Is this the beginning of a trend? So far, the only investors to make explicit statements rejecting Saudi money are not major players in Silicon Valley’s ecosystem, or already get their cash from elsewhere. Most would not respond to inquiries. Andreessen Horowitz, Khosla Ventures, Sequoia Capital, True Ventures, 500 Startups, Y Combinator, along with other firms and industry associations in venture capital and limited partnership investors all declined to comment on the record.
Venture investor Jonathan Nelson, the founder and managing director of HACK Fund, says the industry is keeping a low profile. Nelson, who invests heavily outside the US, plans to attend a startup conference in Saudi Arabia’s capital Riyadh later this year. He hopes by working directly with startup communities, even those under repressive regimes such as many in the Middle East, citizens will be empowered to pursue reforms such as women’s rights, and create jobs not dependent on government corruption.

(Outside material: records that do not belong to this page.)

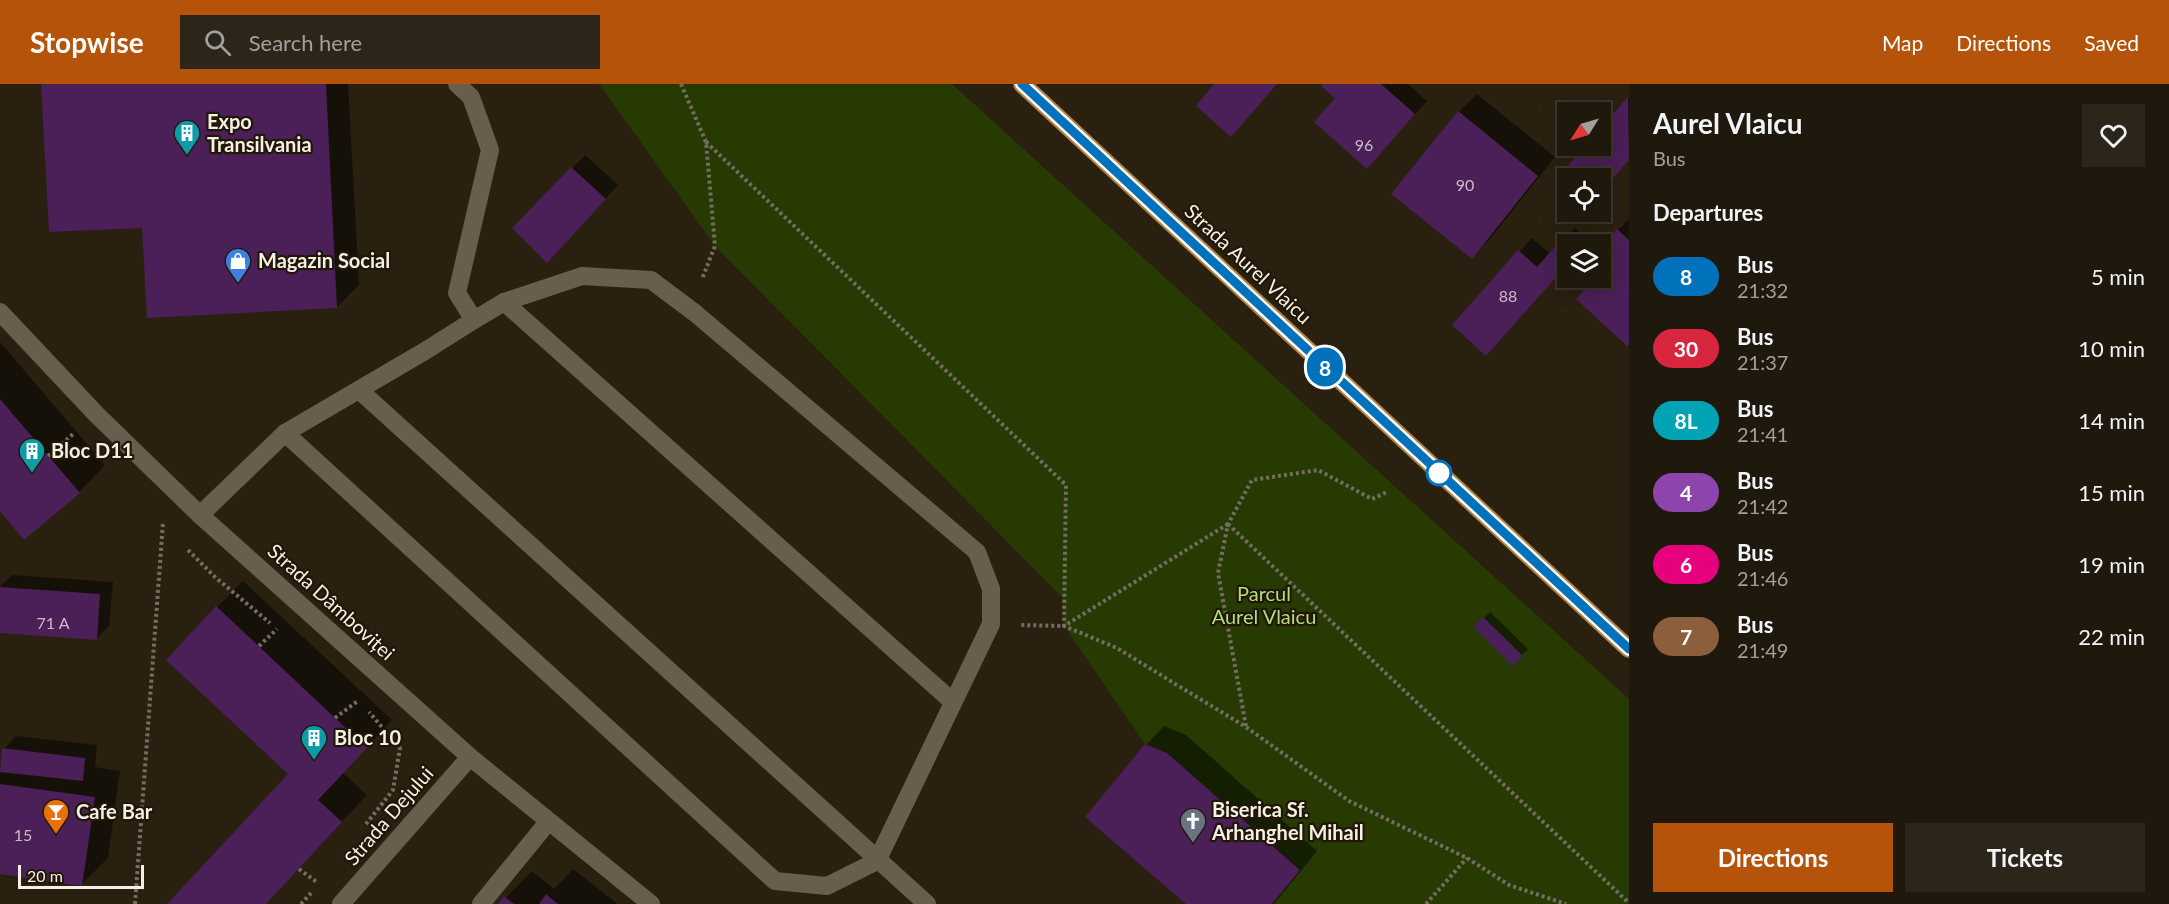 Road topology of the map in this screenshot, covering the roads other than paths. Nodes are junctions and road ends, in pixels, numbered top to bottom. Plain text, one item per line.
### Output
1 (457, 84) edge
2 (1022, 84) edge
3 (504, 302) junction
4 (0, 312) edge
5 (474, 320) junction
6 (359, 390) junction
7 (285, 433) junction
8 (200, 515) junction
9 (1629, 649) edge
10 (953, 702) junction
11 (470, 757) junction
12 (548, 822) junction
13 (877, 861) junction
14 (341, 904) edge
15 (481, 904) edge
16 (651, 904) edge
17 (927, 904) edge

1 - 5 street
2 - 9 main road, Strada Aurel Vlaicu
3 - 5 street
3 - 10 street
3 - 10 street
4 - 8 street, Strada Dâmboviței
5 - 6 street
6 - 7 street
6 - 13 street
7 - 8 street
7 - 13 street
8 - 11 street, Strada Dâmboviței
10 - 13 street
11 - 12 street, Strada Dâmboviței
11 - 14 street, Strada Dejului
12 - 15 street
12 - 16 street, Strada Dâmboviței
13 - 17 street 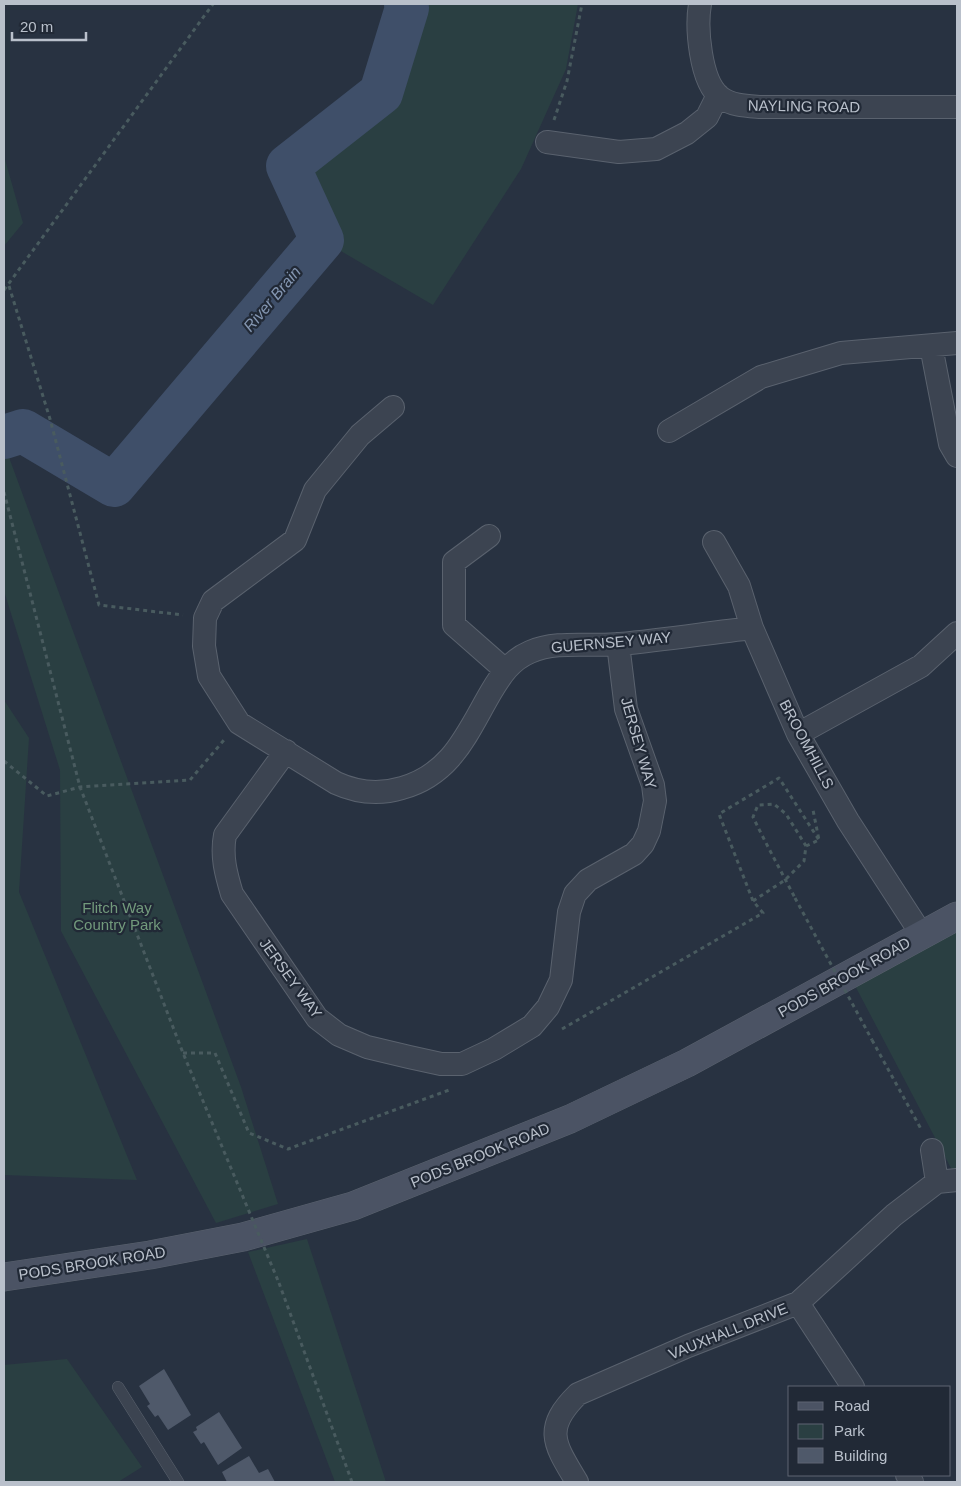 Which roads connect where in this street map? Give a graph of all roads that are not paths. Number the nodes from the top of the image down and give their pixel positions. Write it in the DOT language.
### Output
graph roads {
  1 [pos="700,4"];
  2 [pos="718,95"];
  3 [pos="957,107"];
  4 [pos="547,142"];
  5 [pos="957,343"];
  6 [pos="931,346"];
  7 [pos="392,407"];
  8 [pos="669,431"];
  9 [pos="957,456"];
  10 [pos="489,536"];
  11 [pos="714,542"];
  12 [pos="752,628"];
  13 [pos="957,633"];
  14 [pos="618,644"];
  15 [pos="504,669"];
  16 [pos="798,734"];
  17 [pos="286,751"];
  18 [pos="957,916"];
  19 [pos="922,935"];
  20 [pos="932,1150"];
  21 [pos="947,1181"];
  22 [pos="4,1277"];
  23 [pos="798,1303"];
  24 [pos="852,1386"];
  25 [pos="118,1387"];
  26 [pos="576,1480"];
  27 [pos="178,1482"];
  1 -- 2 [label="street"];
  2 -- 3 [label="street, NAYLING ROAD"];
  2 -- 4 [label="street"];
  5 -- 6 [label="street"];
  6 -- 8 [label="street"];
  6 -- 9 [label="street"];
  7 -- 17 [label="street, GUERNSEY WAY"];
  10 -- 15 [label="street"];
  11 -- 12 [label="street, BROOMHILLS"];
  12 -- 14 [label="street, GUERNSEY WAY"];
  12 -- 16 [label="street, BROOMHILLS"];
  13 -- 16 [label="street"];
  14 -- 15 [label="street, GUERNSEY WAY"];
  14 -- 17 [label="street, JERSEY WAY"];
  15 -- 17 [label="street, GUERNSEY WAY"];
  16 -- 19 [label="street, BROOMHILLS"];
  18 -- 19 [label="main road, PODS BROOK ROAD"];
  19 -- 22 [label="main road, PODS BROOK ROAD"];
  20 -- 21 [label="street"];
  21 -- 23 [label="street, VAUXHALL DRIVE"];
  23 -- 24 [label="street"];
  23 -- 26 [label="street, VAUXHALL DRIVE"];
  25 -- 27 [label="lane"];
}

Yet the topic seems too highly charged for many venture capitalists to even discuss. “I‘ve been asked to recruit other VCs from the US” for the Saudi startup conference, Nelson said by phone. After initial conversations, “everyone has gone completely silent on this. They’re not saying no. They’re just not saying.”
Nelson said he will be raising money for a $100 million fund from the Middle East, a region he expects many of the startups in his portfolio will originate. Although he has ruled out backers from Russia (for legal and political reasons), Nelson says he’ll evaluate potentially limited partners on a case-by-case basis.
“It’s not an easy or clean answer. One of those things I have to evaluate is if I’m going to compromise myself and my values in doing this,” he said. “It would easy to say yes, and easy to say no. But the hard thing is to go step-by-step and do this thing morally and ethically.”
Most high profile firms in the tech industry may not have the luxury of selecting their shade of grey. Firms that decide to steer well clear of cash from repressive regimes could seize a clear advantage when competing for the best startups. Although unwinding past deals will be exceedingly hard to do, SoftBank may try to quarantine the $90 billion it’s taking from Saudi Arabia, and other venture firms could follow.
Next year’s due diligence question may become “Did you take Saudi money?” in the way inquiries into sexual harassment claims against venture partners’ were aimed at eliminating a clear business risk after the MeToo reckoning. For the best startups, with no shortage of suitors willing to write them a check, the cleanest hands may get the best deals.